▶ [PROBLEM DESCRIPTION] Please print out every line of the material, unchanged.

---------- DATA EXCERPTS

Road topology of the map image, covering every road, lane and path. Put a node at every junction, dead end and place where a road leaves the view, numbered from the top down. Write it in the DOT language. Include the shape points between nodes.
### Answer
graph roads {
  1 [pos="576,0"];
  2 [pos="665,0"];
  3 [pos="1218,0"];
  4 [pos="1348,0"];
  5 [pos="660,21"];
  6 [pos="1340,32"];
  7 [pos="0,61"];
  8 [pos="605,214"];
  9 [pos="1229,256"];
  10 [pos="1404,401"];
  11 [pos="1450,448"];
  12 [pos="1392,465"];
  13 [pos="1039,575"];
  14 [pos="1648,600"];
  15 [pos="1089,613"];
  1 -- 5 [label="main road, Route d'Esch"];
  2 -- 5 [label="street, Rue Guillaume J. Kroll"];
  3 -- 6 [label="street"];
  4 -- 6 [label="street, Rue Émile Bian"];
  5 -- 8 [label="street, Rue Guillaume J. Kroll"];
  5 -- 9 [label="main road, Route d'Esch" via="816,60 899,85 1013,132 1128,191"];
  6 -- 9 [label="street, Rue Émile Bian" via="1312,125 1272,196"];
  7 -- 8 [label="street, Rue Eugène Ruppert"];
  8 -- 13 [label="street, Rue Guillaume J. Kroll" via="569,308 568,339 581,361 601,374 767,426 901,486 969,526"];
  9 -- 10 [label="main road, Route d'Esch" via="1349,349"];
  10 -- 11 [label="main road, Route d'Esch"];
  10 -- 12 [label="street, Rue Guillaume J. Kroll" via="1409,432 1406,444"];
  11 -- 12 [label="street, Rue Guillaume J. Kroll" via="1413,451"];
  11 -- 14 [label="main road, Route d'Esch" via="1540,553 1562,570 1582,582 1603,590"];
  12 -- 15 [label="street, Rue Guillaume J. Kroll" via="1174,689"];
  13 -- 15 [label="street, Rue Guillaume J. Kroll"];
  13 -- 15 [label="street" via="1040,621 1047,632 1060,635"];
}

--------------------

▶ [ANSWER SECTION]
Road topology of the map image, covering every road, lane and path. Put a node at every junction, dead end and place where a road leaves the view, numbered from the top down. Write it in the DOT language. Include the shape points between nodes.
### Answer
graph roads {
  1 [pos="576,0"];
  2 [pos="665,0"];
  3 [pos="1218,0"];
  4 [pos="1348,0"];
  5 [pos="660,21"];
  6 [pos="1340,32"];
  7 [pos="0,61"];
  8 [pos="605,214"];
  9 [pos="1229,256"];
  10 [pos="1404,401"];
  11 [pos="1450,448"];
  12 [pos="1392,465"];
  13 [pos="1039,575"];
  14 [pos="1648,600"];
  15 [pos="1089,613"];
  1 -- 5 [label="main road, Route d'Esch"];
  2 -- 5 [label="street, Rue Guillaume J. Kroll"];
  3 -- 6 [label="street"];
  4 -- 6 [label="street, Rue Émile Bian"];
  5 -- 8 [label="street, Rue Guillaume J. Kroll"];
  5 -- 9 [label="main road, Route d'Esch" via="816,60 899,85 1013,132 1128,191"];
  6 -- 9 [label="street, Rue Émile Bian" via="1312,125 1272,196"];
  7 -- 8 [label="street, Rue Eugène Ruppert"];
  8 -- 13 [label="street, Rue Guillaume J. Kroll" via="569,308 568,339 581,361 601,374 767,426 901,486 969,526"];
  9 -- 10 [label="main road, Route d'Esch" via="1349,349"];
  10 -- 11 [label="main road, Route d'Esch"];
  10 -- 12 [label="street, Rue Guillaume J. Kroll" via="1409,432 1406,444"];
  11 -- 12 [label="street, Rue Guillaume J. Kroll" via="1413,451"];
  11 -- 14 [label="main road, Route d'Esch" via="1540,553 1562,570 1582,582 1603,590"];
  12 -- 15 [label="street, Rue Guillaume J. Kroll" via="1174,689"];
  13 -- 15 [label="street, Rue Guillaume J. Kroll"];
  13 -- 15 [label="street" via="1040,621 1047,632 1060,635"];
}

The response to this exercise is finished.